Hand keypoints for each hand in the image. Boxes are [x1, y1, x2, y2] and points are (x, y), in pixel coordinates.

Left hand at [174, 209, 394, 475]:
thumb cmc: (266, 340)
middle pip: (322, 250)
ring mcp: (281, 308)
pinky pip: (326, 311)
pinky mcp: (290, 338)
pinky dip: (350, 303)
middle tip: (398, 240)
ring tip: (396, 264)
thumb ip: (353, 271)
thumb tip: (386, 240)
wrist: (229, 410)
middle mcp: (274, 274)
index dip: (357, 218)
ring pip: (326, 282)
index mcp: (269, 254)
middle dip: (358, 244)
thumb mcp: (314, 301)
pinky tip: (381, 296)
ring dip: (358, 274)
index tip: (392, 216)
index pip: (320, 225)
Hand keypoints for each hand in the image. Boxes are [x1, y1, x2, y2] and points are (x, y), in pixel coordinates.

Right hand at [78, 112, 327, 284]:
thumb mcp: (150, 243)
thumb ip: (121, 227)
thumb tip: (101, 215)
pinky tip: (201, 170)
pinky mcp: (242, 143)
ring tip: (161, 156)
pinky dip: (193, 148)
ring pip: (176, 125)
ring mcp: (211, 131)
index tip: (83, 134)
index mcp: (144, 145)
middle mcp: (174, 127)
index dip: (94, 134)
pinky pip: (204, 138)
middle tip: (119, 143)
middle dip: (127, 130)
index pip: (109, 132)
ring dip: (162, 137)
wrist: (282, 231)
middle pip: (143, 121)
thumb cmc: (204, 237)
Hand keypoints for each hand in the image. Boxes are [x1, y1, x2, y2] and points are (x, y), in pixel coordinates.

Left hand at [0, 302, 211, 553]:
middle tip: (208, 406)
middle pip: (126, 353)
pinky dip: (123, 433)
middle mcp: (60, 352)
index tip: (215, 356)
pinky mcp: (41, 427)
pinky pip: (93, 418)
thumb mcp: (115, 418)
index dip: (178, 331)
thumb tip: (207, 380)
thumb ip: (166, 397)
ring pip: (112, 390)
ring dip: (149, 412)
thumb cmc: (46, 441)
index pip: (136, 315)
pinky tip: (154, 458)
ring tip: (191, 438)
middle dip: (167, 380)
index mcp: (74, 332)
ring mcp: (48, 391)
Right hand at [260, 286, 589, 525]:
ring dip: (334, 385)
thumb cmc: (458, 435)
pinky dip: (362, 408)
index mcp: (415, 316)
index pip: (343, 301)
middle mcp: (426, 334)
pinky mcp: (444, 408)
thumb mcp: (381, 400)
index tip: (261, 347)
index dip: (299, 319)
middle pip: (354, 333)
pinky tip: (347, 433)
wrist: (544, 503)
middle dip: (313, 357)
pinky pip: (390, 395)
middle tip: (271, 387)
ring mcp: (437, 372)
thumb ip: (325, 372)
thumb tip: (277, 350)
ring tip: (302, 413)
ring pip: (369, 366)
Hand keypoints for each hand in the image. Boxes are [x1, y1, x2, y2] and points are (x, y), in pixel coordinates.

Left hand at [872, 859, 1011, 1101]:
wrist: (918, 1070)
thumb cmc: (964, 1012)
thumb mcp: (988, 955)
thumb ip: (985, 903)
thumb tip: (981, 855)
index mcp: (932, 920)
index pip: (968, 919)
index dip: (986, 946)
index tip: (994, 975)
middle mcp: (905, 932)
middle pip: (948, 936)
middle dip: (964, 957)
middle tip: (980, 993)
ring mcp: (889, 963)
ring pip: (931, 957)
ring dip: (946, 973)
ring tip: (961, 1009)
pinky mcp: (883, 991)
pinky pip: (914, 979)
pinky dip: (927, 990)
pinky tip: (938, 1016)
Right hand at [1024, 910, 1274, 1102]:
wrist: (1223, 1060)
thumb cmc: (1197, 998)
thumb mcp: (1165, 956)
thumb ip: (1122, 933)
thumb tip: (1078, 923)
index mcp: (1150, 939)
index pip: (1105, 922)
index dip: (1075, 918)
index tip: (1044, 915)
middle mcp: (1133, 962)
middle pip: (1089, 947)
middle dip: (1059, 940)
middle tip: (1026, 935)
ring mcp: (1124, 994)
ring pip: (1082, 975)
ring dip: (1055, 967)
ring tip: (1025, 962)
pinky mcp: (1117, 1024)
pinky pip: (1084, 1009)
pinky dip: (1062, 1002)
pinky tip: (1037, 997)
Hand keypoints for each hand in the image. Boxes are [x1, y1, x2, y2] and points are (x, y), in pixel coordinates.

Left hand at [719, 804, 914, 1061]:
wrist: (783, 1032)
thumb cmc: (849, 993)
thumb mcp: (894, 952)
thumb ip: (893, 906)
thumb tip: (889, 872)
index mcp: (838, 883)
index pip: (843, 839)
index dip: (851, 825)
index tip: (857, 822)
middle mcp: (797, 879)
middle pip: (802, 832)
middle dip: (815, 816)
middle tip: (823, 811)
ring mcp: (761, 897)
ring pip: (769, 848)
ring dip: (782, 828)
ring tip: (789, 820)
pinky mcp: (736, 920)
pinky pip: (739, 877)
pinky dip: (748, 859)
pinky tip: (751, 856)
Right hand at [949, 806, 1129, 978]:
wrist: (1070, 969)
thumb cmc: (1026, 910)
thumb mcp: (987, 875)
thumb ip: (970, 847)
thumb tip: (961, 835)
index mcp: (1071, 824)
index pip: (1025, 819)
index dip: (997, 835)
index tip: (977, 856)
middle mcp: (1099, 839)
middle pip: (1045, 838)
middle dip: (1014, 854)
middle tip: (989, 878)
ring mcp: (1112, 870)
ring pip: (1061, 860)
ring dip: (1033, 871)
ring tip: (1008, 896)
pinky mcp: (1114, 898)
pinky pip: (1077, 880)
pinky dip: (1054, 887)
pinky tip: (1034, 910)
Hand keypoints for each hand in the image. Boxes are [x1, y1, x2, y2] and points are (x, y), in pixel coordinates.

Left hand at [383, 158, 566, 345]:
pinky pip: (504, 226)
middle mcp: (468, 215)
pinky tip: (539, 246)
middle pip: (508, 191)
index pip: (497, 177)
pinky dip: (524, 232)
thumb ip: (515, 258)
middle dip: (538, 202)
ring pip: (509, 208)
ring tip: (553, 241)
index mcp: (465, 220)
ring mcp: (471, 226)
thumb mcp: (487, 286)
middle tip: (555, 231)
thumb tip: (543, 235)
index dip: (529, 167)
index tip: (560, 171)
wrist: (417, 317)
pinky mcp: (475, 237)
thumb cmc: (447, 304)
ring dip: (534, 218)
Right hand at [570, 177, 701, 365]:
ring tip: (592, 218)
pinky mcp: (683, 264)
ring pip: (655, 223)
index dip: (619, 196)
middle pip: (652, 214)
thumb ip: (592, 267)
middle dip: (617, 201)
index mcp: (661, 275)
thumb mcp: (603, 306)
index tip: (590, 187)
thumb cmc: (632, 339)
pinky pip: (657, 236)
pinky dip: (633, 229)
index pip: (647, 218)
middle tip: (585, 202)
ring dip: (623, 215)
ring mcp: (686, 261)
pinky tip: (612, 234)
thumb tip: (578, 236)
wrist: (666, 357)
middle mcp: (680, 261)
**********
#### [Task description]
Your task for the entries above: copy exactly the span starting with the line with "index pip: (343, 301)" and going on through the line with "index dip: (1075, 918)", both lines included, and nothing else.

#### [Response]
index pip: (343, 301)
middle mcp: (426, 334)
pinky mcp: (444, 408)
thumb mcp: (381, 400)
index tip: (261, 347)
index dip: (299, 319)
middle pip: (354, 333)
pinky tip: (347, 433)
wrist: (544, 503)
middle dip: (313, 357)
pinky pip: (390, 395)
middle tip: (271, 387)
ring mcp: (437, 372)
thumb ip: (325, 372)
thumb tip: (277, 350)
ring tip: (302, 413)
ring pip: (369, 366)
Hand keypoints for each hand in the image. Boxes are [x1, y1, x2, y2] and points are (x, y), in pixel coordinates.

Left hand at [872, 859, 1011, 1101]:
wrist: (918, 1070)
thumb cmc: (964, 1012)
thumb mcp: (988, 955)
thumb ip: (985, 903)
thumb tip: (981, 855)
index mcp: (932, 920)
index pip: (968, 919)
index dip: (986, 946)
index tip: (994, 975)
middle mcp: (905, 932)
middle pip: (948, 936)
middle dip: (964, 957)
middle tip: (980, 993)
ring mcp: (889, 963)
ring pip: (931, 957)
ring dip: (946, 973)
ring tip: (961, 1009)
pinky mcp: (883, 991)
pinky pip: (914, 979)
pinky dip: (927, 990)
pinky tip: (938, 1016)
Right hand at [1024, 910, 1274, 1102]:
wrist: (1223, 1060)
thumb cmc: (1197, 998)
thumb mcp: (1165, 956)
thumb ip: (1122, 933)
thumb tip: (1078, 923)
index mcp: (1150, 939)
index pip: (1105, 922)
index dip: (1075, 918)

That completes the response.